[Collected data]
◆ ◆ ◆ ◆ ◆

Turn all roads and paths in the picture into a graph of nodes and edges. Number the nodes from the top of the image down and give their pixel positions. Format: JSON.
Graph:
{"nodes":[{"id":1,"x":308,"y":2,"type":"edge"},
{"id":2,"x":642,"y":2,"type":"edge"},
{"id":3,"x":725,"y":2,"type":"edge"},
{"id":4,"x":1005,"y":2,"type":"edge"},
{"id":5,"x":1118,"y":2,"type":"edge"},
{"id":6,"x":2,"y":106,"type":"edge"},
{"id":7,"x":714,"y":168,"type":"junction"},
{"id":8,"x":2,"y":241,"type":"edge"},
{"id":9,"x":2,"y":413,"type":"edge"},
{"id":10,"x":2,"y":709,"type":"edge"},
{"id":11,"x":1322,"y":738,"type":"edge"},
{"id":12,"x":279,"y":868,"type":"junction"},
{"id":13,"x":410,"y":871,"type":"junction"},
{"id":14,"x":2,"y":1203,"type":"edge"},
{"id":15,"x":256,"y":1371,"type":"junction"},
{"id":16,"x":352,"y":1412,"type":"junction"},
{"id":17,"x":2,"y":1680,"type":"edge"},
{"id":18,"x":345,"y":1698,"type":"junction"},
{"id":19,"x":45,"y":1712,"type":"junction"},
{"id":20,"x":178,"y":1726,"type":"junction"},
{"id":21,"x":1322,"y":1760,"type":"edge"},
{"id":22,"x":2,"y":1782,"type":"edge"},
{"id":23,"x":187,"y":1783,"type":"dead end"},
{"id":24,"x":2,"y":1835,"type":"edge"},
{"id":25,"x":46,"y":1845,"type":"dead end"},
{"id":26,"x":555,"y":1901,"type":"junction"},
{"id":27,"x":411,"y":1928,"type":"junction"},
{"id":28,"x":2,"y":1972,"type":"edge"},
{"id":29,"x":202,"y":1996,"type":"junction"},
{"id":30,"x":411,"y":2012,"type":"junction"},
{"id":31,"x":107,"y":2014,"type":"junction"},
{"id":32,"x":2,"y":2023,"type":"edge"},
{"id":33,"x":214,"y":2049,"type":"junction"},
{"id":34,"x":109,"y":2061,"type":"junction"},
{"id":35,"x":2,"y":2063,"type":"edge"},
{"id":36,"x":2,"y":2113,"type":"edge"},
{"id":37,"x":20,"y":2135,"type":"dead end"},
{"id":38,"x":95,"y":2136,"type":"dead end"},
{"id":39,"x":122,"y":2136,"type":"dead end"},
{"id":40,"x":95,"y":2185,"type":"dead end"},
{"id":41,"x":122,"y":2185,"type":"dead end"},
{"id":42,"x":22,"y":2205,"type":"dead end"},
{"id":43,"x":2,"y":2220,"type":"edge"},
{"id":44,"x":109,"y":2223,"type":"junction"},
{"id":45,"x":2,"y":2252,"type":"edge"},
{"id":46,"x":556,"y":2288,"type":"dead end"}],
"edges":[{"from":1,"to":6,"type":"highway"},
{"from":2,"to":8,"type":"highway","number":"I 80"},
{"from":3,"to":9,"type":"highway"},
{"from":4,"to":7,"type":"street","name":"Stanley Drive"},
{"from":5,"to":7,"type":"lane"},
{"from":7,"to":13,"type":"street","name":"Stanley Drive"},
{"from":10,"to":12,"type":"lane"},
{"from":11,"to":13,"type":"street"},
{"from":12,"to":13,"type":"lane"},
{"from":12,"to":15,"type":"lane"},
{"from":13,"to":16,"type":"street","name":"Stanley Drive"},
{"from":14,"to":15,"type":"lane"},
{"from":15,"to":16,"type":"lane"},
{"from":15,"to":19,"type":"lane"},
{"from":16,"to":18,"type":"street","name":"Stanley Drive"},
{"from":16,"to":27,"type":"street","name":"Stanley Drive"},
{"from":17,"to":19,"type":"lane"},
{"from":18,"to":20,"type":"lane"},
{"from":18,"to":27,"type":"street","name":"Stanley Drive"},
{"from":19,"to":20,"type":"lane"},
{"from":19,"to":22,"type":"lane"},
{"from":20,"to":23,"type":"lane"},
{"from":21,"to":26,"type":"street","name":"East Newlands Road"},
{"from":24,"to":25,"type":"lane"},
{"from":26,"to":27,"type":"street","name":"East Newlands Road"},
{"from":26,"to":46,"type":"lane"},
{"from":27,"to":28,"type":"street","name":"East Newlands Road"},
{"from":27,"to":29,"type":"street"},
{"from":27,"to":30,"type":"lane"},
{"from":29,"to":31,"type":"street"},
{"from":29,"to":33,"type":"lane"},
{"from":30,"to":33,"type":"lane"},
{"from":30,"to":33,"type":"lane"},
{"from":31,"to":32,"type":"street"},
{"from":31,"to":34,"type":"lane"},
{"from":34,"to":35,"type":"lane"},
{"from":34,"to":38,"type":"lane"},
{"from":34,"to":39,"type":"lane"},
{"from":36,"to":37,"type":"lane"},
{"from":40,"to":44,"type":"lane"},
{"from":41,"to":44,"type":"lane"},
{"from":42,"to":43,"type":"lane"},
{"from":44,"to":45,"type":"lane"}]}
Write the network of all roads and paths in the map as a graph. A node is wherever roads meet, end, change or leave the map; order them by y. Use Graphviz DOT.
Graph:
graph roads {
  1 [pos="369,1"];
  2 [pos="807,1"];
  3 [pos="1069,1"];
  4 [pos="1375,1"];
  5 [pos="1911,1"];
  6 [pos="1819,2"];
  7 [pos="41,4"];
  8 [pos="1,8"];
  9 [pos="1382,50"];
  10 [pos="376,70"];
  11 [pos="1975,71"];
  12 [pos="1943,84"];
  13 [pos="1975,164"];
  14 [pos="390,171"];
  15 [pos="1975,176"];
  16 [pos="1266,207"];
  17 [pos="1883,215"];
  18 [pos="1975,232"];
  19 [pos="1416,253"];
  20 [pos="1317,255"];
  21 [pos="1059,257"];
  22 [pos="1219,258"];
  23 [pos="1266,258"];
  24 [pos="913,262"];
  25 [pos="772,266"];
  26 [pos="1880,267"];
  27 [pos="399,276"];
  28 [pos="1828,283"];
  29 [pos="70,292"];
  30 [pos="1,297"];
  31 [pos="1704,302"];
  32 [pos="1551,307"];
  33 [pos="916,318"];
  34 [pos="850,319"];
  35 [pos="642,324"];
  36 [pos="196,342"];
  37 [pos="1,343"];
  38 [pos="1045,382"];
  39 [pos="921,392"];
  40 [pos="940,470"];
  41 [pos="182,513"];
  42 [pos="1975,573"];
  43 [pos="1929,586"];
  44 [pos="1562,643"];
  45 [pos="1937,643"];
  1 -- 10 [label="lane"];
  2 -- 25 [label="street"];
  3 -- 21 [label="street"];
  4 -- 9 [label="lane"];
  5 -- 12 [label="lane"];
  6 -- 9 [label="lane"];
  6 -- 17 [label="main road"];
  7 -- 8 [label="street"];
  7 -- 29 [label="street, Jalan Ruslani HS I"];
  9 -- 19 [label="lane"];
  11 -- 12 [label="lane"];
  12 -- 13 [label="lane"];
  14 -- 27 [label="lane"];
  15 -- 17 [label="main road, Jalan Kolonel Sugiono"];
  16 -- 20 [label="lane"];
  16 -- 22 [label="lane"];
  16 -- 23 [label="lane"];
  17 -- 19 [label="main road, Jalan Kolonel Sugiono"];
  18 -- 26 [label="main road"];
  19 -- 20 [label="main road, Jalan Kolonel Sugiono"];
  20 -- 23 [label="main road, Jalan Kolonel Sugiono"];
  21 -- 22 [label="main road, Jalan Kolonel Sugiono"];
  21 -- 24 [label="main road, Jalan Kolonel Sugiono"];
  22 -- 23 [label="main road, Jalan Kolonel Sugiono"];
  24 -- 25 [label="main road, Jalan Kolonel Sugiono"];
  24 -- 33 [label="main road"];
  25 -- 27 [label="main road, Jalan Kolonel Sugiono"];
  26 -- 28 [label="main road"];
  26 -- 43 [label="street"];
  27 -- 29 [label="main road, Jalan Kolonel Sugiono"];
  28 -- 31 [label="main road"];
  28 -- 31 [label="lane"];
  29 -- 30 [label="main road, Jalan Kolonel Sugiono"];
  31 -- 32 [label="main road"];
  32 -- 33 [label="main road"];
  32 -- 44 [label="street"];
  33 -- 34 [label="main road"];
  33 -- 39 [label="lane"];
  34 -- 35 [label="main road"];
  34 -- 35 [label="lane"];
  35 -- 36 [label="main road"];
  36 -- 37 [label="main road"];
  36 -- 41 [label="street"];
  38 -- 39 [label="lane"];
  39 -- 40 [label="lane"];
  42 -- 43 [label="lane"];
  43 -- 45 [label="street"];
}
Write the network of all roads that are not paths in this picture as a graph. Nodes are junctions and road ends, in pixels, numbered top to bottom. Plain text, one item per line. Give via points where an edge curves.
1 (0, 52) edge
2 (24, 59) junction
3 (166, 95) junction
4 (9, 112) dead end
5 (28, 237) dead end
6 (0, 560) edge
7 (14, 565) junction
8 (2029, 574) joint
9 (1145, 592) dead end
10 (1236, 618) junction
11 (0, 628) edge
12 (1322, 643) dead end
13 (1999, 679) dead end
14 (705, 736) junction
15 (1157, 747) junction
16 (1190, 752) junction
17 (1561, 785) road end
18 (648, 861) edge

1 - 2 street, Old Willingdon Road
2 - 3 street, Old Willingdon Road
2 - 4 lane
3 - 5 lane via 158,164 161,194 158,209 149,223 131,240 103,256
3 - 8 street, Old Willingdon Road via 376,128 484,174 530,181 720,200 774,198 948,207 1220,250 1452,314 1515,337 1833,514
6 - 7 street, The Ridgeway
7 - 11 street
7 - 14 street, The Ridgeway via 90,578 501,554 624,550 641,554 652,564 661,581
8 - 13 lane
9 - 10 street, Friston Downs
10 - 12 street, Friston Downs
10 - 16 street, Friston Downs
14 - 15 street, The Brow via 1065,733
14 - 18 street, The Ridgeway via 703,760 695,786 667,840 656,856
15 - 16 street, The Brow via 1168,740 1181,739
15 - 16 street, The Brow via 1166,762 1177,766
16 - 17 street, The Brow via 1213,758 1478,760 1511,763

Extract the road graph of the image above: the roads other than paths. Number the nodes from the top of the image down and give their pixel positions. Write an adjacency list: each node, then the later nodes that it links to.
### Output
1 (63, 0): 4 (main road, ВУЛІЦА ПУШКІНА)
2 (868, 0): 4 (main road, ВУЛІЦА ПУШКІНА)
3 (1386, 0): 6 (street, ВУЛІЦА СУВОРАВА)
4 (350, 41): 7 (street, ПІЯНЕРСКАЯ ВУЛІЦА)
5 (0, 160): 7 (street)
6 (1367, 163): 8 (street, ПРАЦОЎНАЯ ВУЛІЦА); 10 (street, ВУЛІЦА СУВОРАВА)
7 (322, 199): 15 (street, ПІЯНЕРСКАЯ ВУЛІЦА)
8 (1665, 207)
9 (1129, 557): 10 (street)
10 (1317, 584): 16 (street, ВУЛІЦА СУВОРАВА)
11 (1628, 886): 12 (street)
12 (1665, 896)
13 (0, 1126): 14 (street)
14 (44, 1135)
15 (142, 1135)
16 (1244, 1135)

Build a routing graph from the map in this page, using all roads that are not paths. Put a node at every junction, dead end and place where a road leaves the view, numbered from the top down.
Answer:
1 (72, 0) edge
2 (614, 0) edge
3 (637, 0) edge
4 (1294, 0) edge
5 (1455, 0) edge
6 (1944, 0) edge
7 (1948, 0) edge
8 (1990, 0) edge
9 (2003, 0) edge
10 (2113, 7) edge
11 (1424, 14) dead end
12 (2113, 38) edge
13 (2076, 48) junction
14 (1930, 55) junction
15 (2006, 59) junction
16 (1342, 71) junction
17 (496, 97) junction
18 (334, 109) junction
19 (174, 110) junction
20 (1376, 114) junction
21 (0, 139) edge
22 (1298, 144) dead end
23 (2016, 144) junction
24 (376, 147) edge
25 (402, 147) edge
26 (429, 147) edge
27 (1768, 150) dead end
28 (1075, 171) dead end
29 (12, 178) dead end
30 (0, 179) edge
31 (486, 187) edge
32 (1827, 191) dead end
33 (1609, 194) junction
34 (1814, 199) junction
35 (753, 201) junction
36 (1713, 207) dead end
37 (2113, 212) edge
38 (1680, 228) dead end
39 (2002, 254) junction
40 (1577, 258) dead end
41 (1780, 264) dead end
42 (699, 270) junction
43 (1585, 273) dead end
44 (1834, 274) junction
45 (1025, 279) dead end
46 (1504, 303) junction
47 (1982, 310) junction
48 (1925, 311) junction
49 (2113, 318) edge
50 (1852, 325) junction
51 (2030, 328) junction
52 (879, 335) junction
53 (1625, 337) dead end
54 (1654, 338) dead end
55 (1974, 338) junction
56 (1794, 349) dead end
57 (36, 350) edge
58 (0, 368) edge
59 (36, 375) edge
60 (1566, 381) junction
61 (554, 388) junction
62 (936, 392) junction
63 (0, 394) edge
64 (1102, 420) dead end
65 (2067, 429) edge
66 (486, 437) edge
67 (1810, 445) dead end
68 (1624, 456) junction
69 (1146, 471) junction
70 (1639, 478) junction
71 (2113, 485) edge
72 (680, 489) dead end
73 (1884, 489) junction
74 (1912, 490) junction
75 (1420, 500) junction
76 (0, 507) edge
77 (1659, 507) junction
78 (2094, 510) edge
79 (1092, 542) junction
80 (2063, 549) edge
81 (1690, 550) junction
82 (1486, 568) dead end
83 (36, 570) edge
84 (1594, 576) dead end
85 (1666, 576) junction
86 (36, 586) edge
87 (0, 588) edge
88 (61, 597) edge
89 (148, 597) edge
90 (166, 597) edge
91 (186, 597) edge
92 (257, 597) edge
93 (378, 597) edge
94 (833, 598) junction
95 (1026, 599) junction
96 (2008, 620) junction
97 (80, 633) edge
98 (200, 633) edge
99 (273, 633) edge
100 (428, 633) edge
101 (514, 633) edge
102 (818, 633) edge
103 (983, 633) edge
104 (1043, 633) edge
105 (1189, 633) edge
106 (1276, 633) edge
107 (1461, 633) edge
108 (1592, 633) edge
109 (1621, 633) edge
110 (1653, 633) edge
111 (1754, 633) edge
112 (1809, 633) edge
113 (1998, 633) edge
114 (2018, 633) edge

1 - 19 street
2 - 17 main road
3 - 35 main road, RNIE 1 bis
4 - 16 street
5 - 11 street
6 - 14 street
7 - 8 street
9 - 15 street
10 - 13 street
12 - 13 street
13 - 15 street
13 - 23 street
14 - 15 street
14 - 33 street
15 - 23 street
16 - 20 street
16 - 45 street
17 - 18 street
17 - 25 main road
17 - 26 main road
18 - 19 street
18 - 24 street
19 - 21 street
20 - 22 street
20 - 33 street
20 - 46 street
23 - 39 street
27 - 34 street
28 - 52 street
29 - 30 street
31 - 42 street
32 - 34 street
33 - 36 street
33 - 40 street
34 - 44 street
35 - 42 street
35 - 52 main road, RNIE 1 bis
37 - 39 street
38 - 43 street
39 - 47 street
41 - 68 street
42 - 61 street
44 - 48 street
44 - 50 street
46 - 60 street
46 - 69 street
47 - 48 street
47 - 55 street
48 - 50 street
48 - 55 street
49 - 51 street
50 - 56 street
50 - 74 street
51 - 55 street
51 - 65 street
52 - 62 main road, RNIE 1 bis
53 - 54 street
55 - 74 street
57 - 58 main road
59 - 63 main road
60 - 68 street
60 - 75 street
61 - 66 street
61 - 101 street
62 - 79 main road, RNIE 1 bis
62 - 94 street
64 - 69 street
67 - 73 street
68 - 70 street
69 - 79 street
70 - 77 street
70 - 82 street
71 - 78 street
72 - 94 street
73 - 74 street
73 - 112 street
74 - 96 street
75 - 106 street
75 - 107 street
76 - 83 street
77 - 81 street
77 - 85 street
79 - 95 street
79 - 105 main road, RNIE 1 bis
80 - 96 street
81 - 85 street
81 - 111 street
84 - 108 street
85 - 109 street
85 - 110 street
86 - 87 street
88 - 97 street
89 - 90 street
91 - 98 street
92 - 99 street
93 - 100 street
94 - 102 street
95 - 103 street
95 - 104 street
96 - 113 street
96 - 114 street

◆ ◆ ◆ ◆ ◆

Write out every line of the data that holds the word "Stanley".

{"from":4,"to":7,"type":"street","name":"Stanley Drive"},
{"from":7,"to":13,"type":"street","name":"Stanley Drive"},
{"from":13,"to":16,"type":"street","name":"Stanley Drive"},
{"from":16,"to":18,"type":"street","name":"Stanley Drive"},
{"from":16,"to":27,"type":"street","name":"Stanley Drive"},
{"from":18,"to":27,"type":"street","name":"Stanley Drive"},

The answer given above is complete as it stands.